Pictures are to be left out, and the rest of the records reproduced exactly.

BEGIN

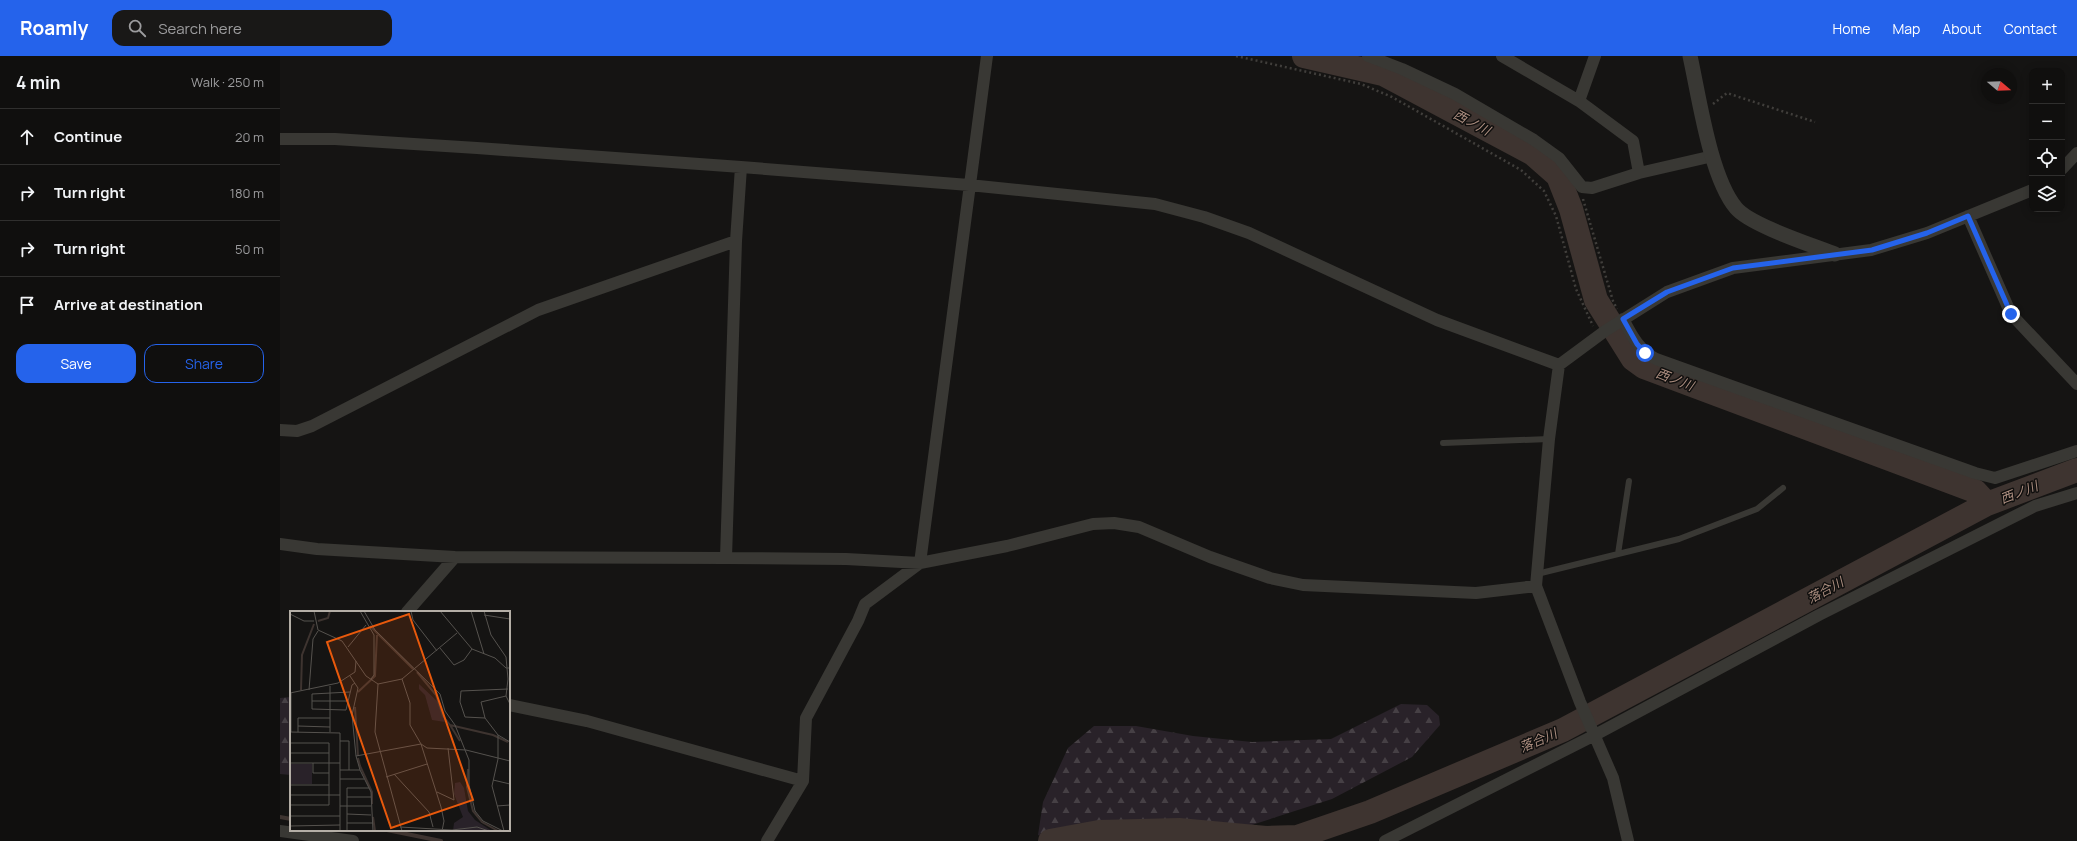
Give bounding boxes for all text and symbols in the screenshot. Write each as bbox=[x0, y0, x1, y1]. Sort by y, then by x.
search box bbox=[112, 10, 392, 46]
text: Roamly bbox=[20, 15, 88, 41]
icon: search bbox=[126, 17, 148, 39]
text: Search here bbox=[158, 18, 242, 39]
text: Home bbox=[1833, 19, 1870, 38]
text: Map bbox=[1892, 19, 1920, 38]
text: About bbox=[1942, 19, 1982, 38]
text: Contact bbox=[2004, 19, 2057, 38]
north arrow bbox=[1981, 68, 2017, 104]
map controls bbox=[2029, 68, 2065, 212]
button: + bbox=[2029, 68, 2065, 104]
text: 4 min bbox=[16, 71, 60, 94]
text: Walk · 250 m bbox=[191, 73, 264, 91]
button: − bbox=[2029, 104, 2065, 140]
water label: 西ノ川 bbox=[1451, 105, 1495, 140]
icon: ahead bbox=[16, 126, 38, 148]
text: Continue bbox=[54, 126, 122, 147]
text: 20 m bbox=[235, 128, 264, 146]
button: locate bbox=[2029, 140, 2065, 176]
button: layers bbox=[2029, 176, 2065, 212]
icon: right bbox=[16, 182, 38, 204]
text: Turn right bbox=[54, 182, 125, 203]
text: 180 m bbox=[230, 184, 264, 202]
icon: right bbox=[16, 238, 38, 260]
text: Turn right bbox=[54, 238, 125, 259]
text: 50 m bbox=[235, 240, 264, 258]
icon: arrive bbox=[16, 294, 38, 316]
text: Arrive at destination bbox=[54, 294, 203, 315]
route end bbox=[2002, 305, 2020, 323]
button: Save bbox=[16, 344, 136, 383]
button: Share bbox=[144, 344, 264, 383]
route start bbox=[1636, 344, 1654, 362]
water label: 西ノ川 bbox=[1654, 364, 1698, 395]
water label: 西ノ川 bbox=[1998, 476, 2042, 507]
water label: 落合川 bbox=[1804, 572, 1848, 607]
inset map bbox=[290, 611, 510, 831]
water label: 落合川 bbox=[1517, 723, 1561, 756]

END

▸ **Output of the exercise**:
Give bounding boxes for all text and symbols in the screenshot. Write each as bbox=[x0, y0, x1, y1]. Sort by y, then by x.
search box bbox=[112, 10, 392, 46]
text: Roamly bbox=[20, 15, 88, 41]
icon: search bbox=[126, 17, 148, 39]
text: Search here bbox=[158, 18, 242, 39]
text: Home bbox=[1833, 19, 1870, 38]
text: Map bbox=[1892, 19, 1920, 38]
text: About bbox=[1942, 19, 1982, 38]
text: Contact bbox=[2004, 19, 2057, 38]
north arrow bbox=[1981, 68, 2017, 104]
map controls bbox=[2029, 68, 2065, 212]
button: + bbox=[2029, 68, 2065, 104]
text: 4 min bbox=[16, 71, 60, 94]
text: Walk · 250 m bbox=[191, 73, 264, 91]
button: − bbox=[2029, 104, 2065, 140]
water label: 西ノ川 bbox=[1451, 105, 1495, 140]
icon: ahead bbox=[16, 126, 38, 148]
text: Continue bbox=[54, 126, 122, 147]
text: 20 m bbox=[235, 128, 264, 146]
button: locate bbox=[2029, 140, 2065, 176]
button: layers bbox=[2029, 176, 2065, 212]
icon: right bbox=[16, 182, 38, 204]
text: Turn right bbox=[54, 182, 125, 203]
text: 180 m bbox=[230, 184, 264, 202]
icon: right bbox=[16, 238, 38, 260]
text: Turn right bbox=[54, 238, 125, 259]
text: 50 m bbox=[235, 240, 264, 258]
icon: arrive bbox=[16, 294, 38, 316]
text: Arrive at destination bbox=[54, 294, 203, 315]
route end bbox=[2002, 305, 2020, 323]
button: Save bbox=[16, 344, 136, 383]
button: Share bbox=[144, 344, 264, 383]
route start bbox=[1636, 344, 1654, 362]
water label: 西ノ川 bbox=[1654, 364, 1698, 395]
water label: 西ノ川 bbox=[1998, 476, 2042, 507]
water label: 落合川 bbox=[1804, 572, 1848, 607]
inset map bbox=[290, 611, 510, 831]
water label: 落合川 bbox=[1517, 723, 1561, 756]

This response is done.